Nel 2026 l’SPD presenterà una proposta di riforma dell’imposta di successione focalizzata sui grandi patrimoni. Lo ha annunciato il capogruppo in parlamento Matthias Miersch, parlando con il Rheinischen Post (RP).

Miersch ha precisato che l’obiettivo è colpire solo le eredità milionarie e non i beni di famiglia. Chi ricevesse in eredità un appartamento o la casa dei genitori, insomma, non rischierà nulla. La riforma dell’SPD intende inoltre alleggerire il carico fiscale sui redditi piccoli e medi.

“Gli eredi di grandi patrimoni devono contribuire di più al bene comune”

“Gli eredi di grandi patrimoni devono contribuire di più al bene comune, è una questione di giustizia”, ha sottolineato il capogruppo socialdemocratico.

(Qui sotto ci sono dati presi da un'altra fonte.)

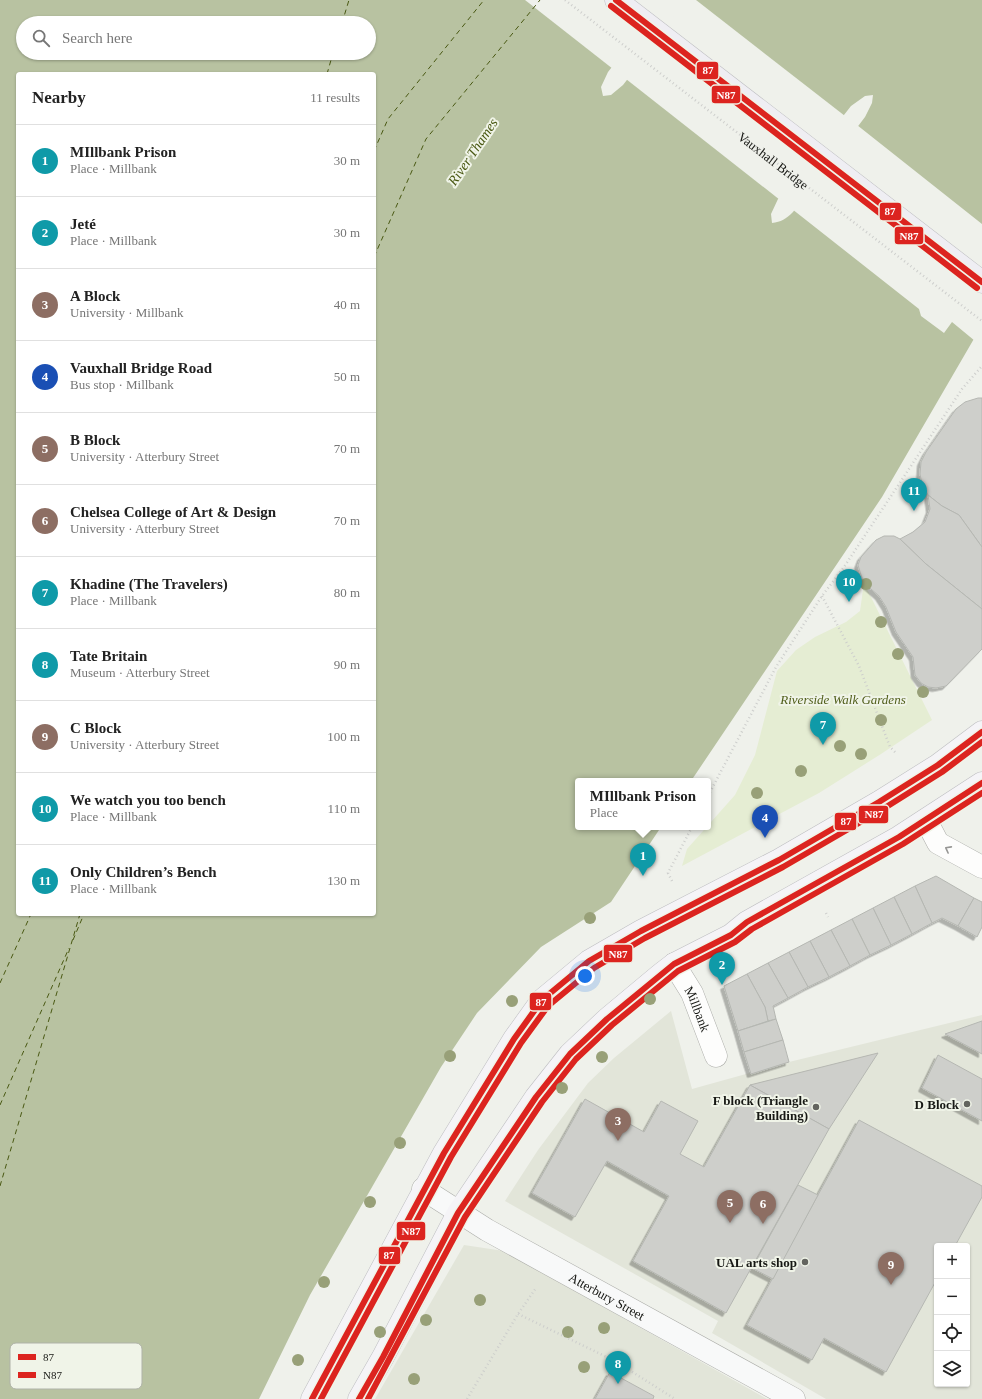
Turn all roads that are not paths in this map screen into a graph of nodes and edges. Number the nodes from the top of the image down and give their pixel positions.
1 (616, 0) edge
2 (982, 282) edge
3 (982, 732) edge
4 (982, 783) edge
5 (926, 820) junction
6 (982, 867) edge
7 (674, 964) junction
8 (716, 1056) dead end
9 (423, 1190) junction
10 (458, 1213) junction
11 (312, 1399) edge
12 (359, 1399) edge
13 (794, 1399) edge

1 - 2 highway
3 - 9 main road
4 - 5 main road
6 -> 5 street
5 - 7 main road
7 - 8 street, Millbank
7 - 10 main road
9 - 10 main road, Atterbury Street
9 - 11 main road
10 - 12 main road
10 - 13 main road, Atterbury Street

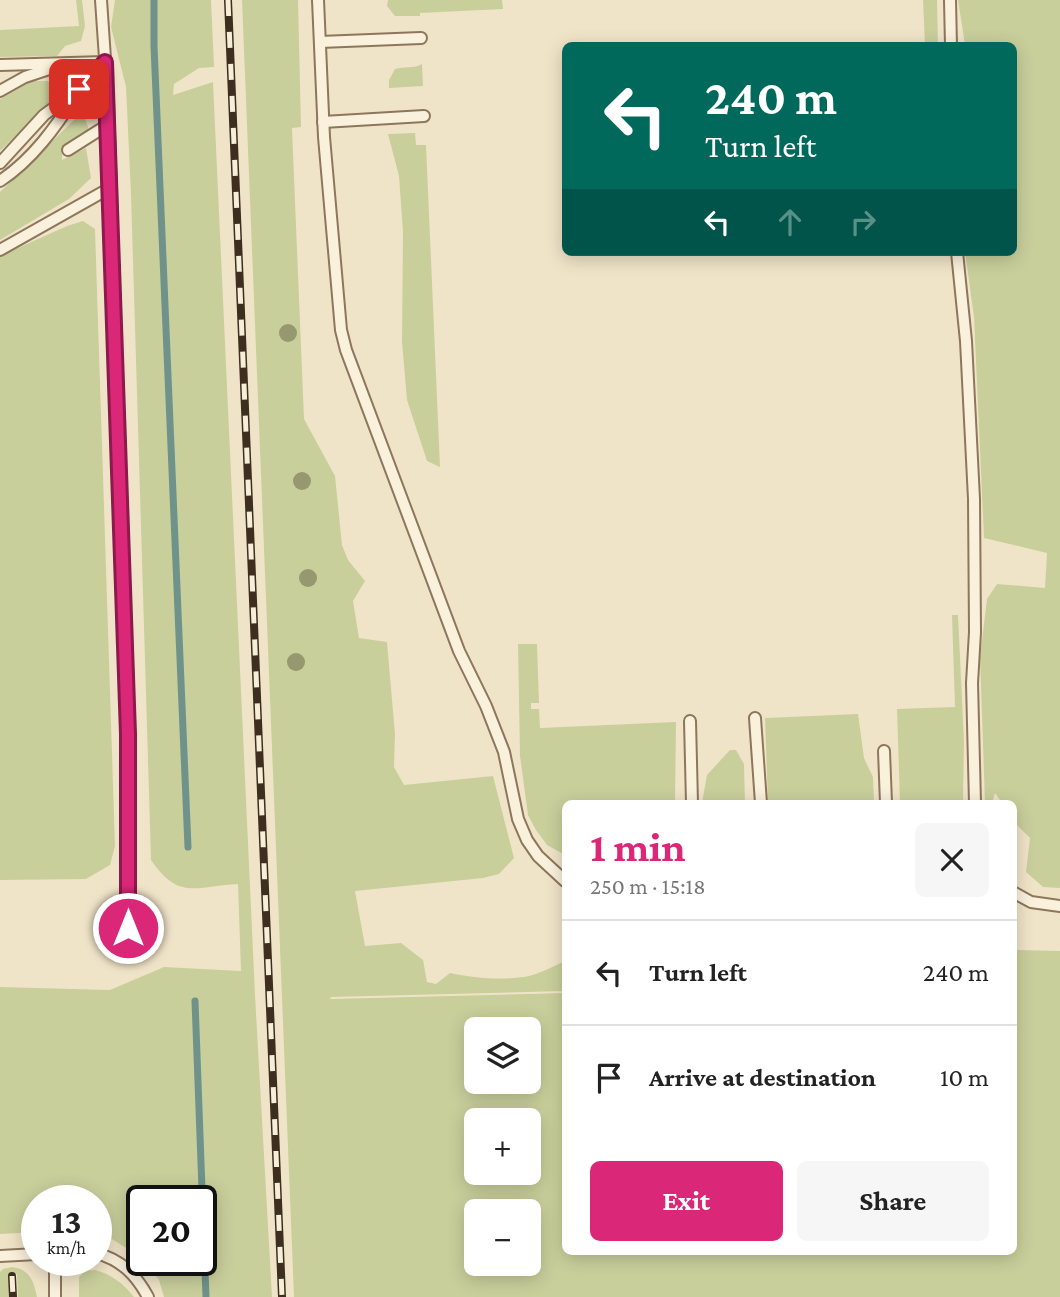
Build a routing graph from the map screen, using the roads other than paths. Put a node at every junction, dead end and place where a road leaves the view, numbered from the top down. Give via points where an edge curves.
1 (102, 0) edge
2 (318, 0) edge
3 (950, 0) edge
4 (421, 38) dead end
5 (320, 42) junction
6 (951, 42) edge
7 (105, 62) junction
8 (65, 63) junction
9 (0, 65) edge
10 (79, 89) junction
11 (0, 91) edge
12 (424, 116) dead end
13 (323, 122) junction
14 (108, 124) junction
15 (68, 150) dead end
16 (0, 163) edge
17 (0, 181) edge
18 (110, 188) junction
19 (0, 250) edge
20 (957, 256) edge
21 (755, 718) dead end
22 (690, 722) dead end
23 (884, 751) dead end
24 (692, 800) edge
25 (761, 800) edge
26 (886, 800) edge
27 (975, 800) edge
28 (562, 878) edge
29 (1017, 894) edge
30 (1060, 906) edge
31 (128, 928) dead end
32 (21, 1255) edge
33 (0, 1256) edge
34 (112, 1258) edge
35 (55, 1276) edge
36 (55, 1297) edge
37 (148, 1297) edge

1 - 7 lane
2 - 5 lane
3 - 6 lane
4 - 5 lane
5 - 13 lane
7 - 8 lane
7 - 10 lane
7 - 14 lane
8 - 9 lane
8 - 11 lane
10 - 16 lane via 44,115
10 - 17 lane via 58,125
12 - 13 lane
13 - 28 lane via 346,350 459,651 504,752 518,819 538,856
14 - 15 lane
14 - 18 lane
18 - 19 lane
18 - 31 lane via 128,734
20 - 27 lane via 974,499
21 - 25 lane
22 - 24 lane
23 - 26 lane
29 - 30 lane via 1031,902
32 - 33 lane
34 - 37 lane via 134,1275
35 - 36 lane

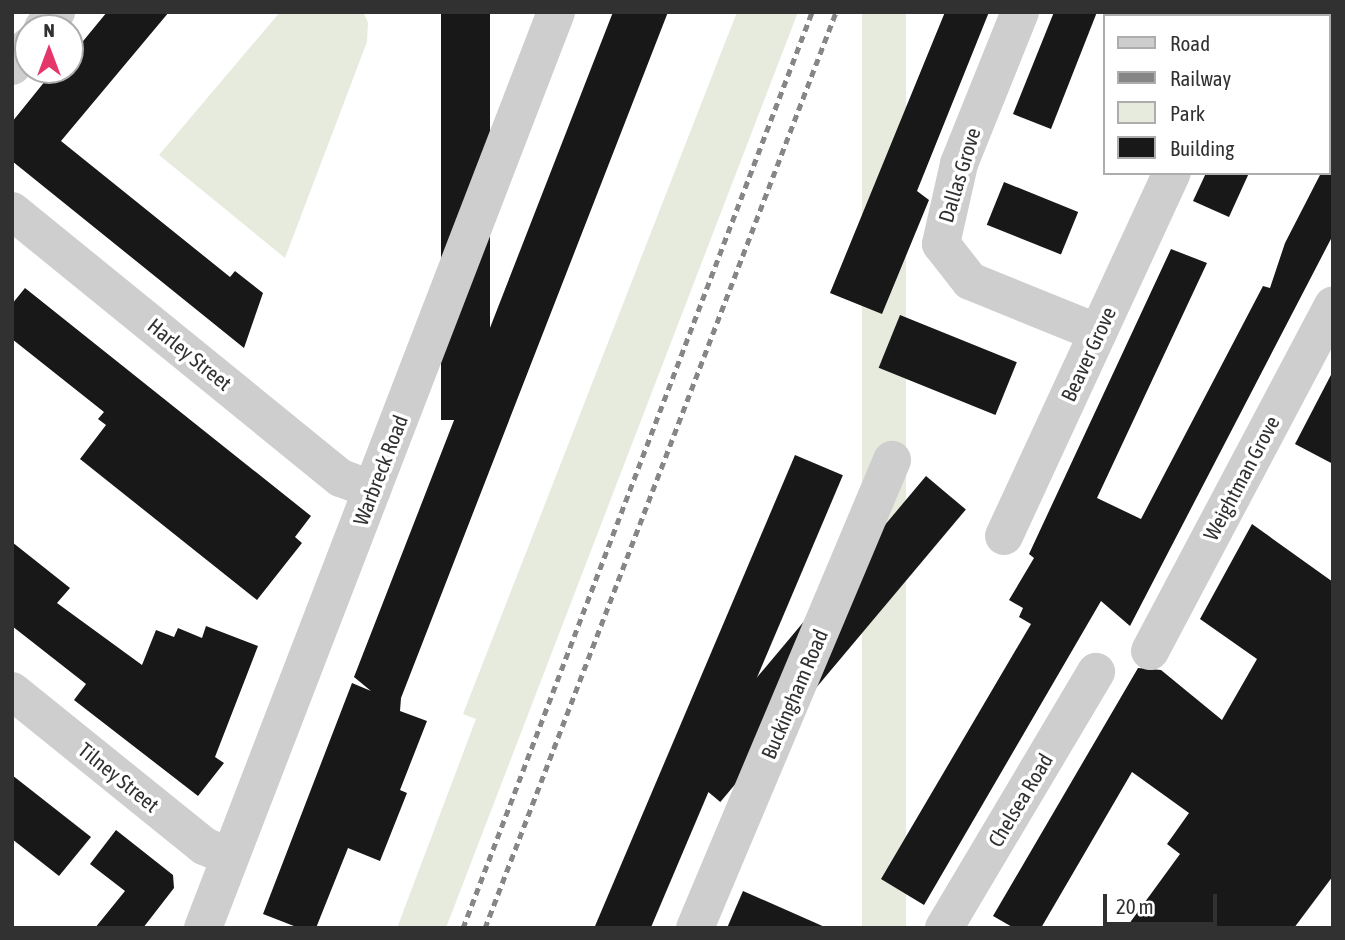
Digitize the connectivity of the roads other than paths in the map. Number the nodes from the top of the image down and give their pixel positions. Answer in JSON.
{"nodes":[{"id":1,"x":556,"y":12,"type":"edge"},
{"id":2,"x":1020,"y":12,"type":"edge"},
{"id":3,"x":1171,"y":175,"type":"edge"},
{"id":4,"x":12,"y":211,"type":"edge"},
{"id":5,"x":1333,"y":305,"type":"edge"},
{"id":6,"x":1098,"y":333,"type":"junction"},
{"id":7,"x":892,"y":460,"type":"dead end"},
{"id":8,"x":372,"y":490,"type":"junction"},
{"id":9,"x":1004,"y":536,"type":"dead end"},
{"id":10,"x":1150,"y":651,"type":"dead end"},
{"id":11,"x":1097,"y":672,"type":"dead end"},
{"id":12,"x":12,"y":691,"type":"edge"},
{"id":13,"x":230,"y":857,"type":"junction"},
{"id":14,"x":203,"y":928,"type":"edge"},
{"id":15,"x":695,"y":928,"type":"edge"},
{"id":16,"x":944,"y":928,"type":"edge"}],
"edges":[{"from":1,"to":8,"type":"street","name":"Warbreck Road"},
{"from":2,"to":6,"type":"street","name":"Dallas Grove"},
{"from":3,"to":6,"type":"street","name":"Beaver Grove"},
{"from":4,"to":8,"type":"street","name":"Harley Street"},
{"from":5,"to":10,"type":"street","name":"Weightman Grove"},
{"from":6,"to":9,"type":"street","name":"Beaver Grove"},
{"from":7,"to":15,"type":"street","name":"Buckingham Road"},
{"from":8,"to":13,"type":"street","name":"Warbreck Road"},
{"from":11,"to":16,"type":"street","name":"Chelsea Road"},
{"from":12,"to":13,"type":"street","name":"Tilney Street"},
{"from":13,"to":14,"type":"street","name":"Warbreck Road"}]}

Secondo Miersch il paradosso è che, attualmente, ci sarebbero “troppe scappatoie” che consentono ai superricchi di evitare l’imposta, mentre invece i “normali” eredi continuano a essere tassati.

Il presidente del gruppo SPD ha citato, a questo proposito, esempi internazionali di come sia possibile proteggere le imprese e al tempo stesso tassare in modo più equo le grandi eredità.

Le critiche dell’Unione: “Siete nemici delle prestazioni”

La proposta di aumentare l’imposta di successione per i grandi patrimoni ha incontrato opposizione immediata da parte dell’Unione, partner di coalizione dell’SPD. Alexander Hoffmann, capogruppo CSU in parlamento, l’ha definita ad esempio “nemica delle prestazioni”, sostenendo che per stimolare crescita e investimenti servano regole favorevoli alla produttività.

La CSU propone di anticipare piuttosto la riforma fiscale sulle imprese, ritenendo prioritaria la stabilità economica rispetto a un incremento immediato della tassazione sui grandi patrimoni.